Parameter Description
- OPTIONS
Parameter | Description |
---|---|
--restore, -r | Restores the initial configuration before tuning. |
--project, -p | Specifies the project name in the YAML file to be restored. |
--restart, -c | Perform tuning based on historical tuning results. |
--detail, -d | Print detailed information about the tuning process. |
If this parameter is used, the -p parameter must be followed by a specific project name and the YAML file of the project must be specified.
PROJECT_YAML: YAML configuration file of the client.
Configuration Description
Table 3-1 YAML file on the server
Name | Description | Type | Value Range |
---|---|---|---|
project | Project name. | Character string | - |
startworkload | Script for starting the service to be optimized. | Character string | - |
stopworkload | Script for stopping the service to be optimized. | Character string | - |
maxiterations | Maximum number of optimization iterations, which is used to limit the number of iterations on the client. Generally, the more optimization iterations, the better the optimization effect, but the longer the time required. Set this parameter based on the site requirements. | Integer | >10 |
object | Parameters to be optimized and related information. For details about the object configuration items, see Table 3-2. | - | - |
Table 3-2 Description of object configuration items
Name | Description | Type | Value Range |
---|---|---|---|
name | Parameter to be optimized. | Character string | - |
desc | Description of parameters to be optimized. | Character string | - |
get | Script for querying parameter values. | - | - |
set | Script for setting parameter values. | - | - |
needrestart | Specifies whether to restart the service for the parameter to take effect. | Enumeration | true or false |
type | Parameter type. Currently, the discrete and continuous types are supported. | Enumeration | discrete or continuous |
dtype | This parameter is available only when type is set to discrete. Currently, only int, float and string are supported. | Enumeration | int, float, string |
scope | Parameter setting range. This parameter is valid only when type is set to discrete and dtype is set to int or float, or type is set to continuous. | Integer/Float | The value is user-defined and must be within the valid range of this parameter. |
step | Parameter value step, which is used when dtype is set to int or float. | Integer/Float | This value is user-defined. |
items | Enumerated value of which the parameter value is not within the scope.

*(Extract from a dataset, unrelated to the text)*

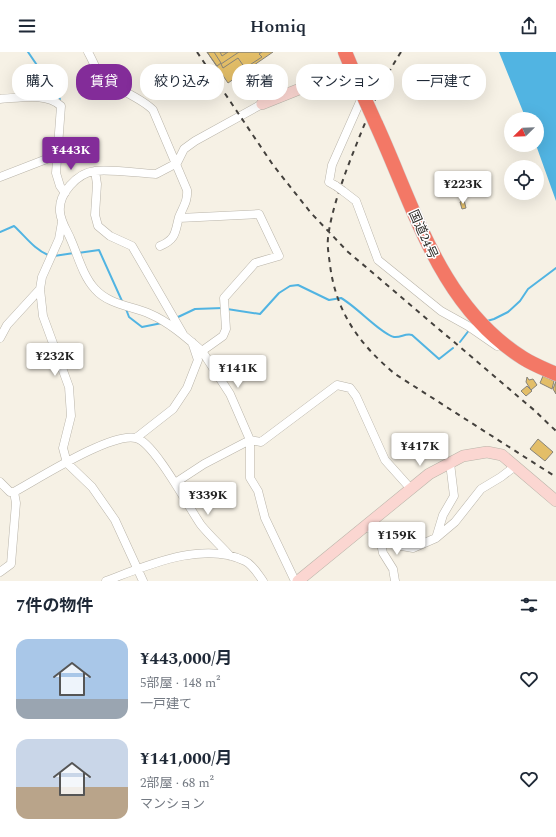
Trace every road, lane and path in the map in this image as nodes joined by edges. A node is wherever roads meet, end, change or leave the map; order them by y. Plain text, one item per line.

This is used when dtype is set to **int **or float. | Integer/Float | The value is user-defined and must be within the valid range of this parameter. |
options | Enumerated value range of the parameter value, which is used when dtype is set to string. | Character string | The value is user-defined and must be within the valid range of this parameter. |
Table 3-3 Description of configuration items of a YAML file on the client
Name | Description | Type | Value Range |
---|---|---|---|
project | Project name, which must be the same as that in the configuration file on the server. | Character string | - |
engine | Tuning algorithm. | Character string | "random", "forest", "gbrt", "bayes", "extraTrees" |
iterations | Number of optimization iterations. | Integer | ≥ 10 |
random_starts | Number of random iterations. | Integer | < iterations |
feature_filter_engine | Parameter search algorithm, which is used to select important parameters. This parameter is optional. | Character string | "lhs" |
feature_filter_cycle | Parameter search cycles, which is used to select important parameters. This parameter is used together with feature_filter_engine. | Integer | - |
feature_filter_iters | Number of iterations for each cycle of parameter search, which is used to select important parameters. This parameter is used together with feature_filter_engine. | Integer | - |
split_count | Number of evenly selected parameters in the value range of tuning parameters, which is used to select important parameters. This parameter is used together with feature_filter_engine. | Integer | - |
benchmark | Performance test script. | - | - |
evaluations | Performance test evaluation index. For details about the evaluations configuration items, see Table 3-4. | - | - |
Table 3-4 Description of evaluations configuration item
Name | Description | Type | Value Range |
---|---|---|---|
name | Evaluation index name. | Character string | - |
get | Script for obtaining performance evaluation results. | - | - |
type | Specifies a positive or negative type of the evaluation result. The value positive indicates that the performance value is minimized, and the value negative indicates that the performance value is maximized. | Enumeration | positive or negative |
weight | Weight of the index. The value ranges from 0 to 100. | Integer | 0-100 |
threshold | Minimum performance requirement of the index. | Integer | User-defined |
Example
The following is an example of the YAML file configuration on a server:
project: "compress"
maxiterations: 500
startworkload: ""
stopworkload: ""
object :
-
name : "compressLevel"
info :
desc : "The compresslevel parameter is an integer from 1 to 9 controlling the level of compression"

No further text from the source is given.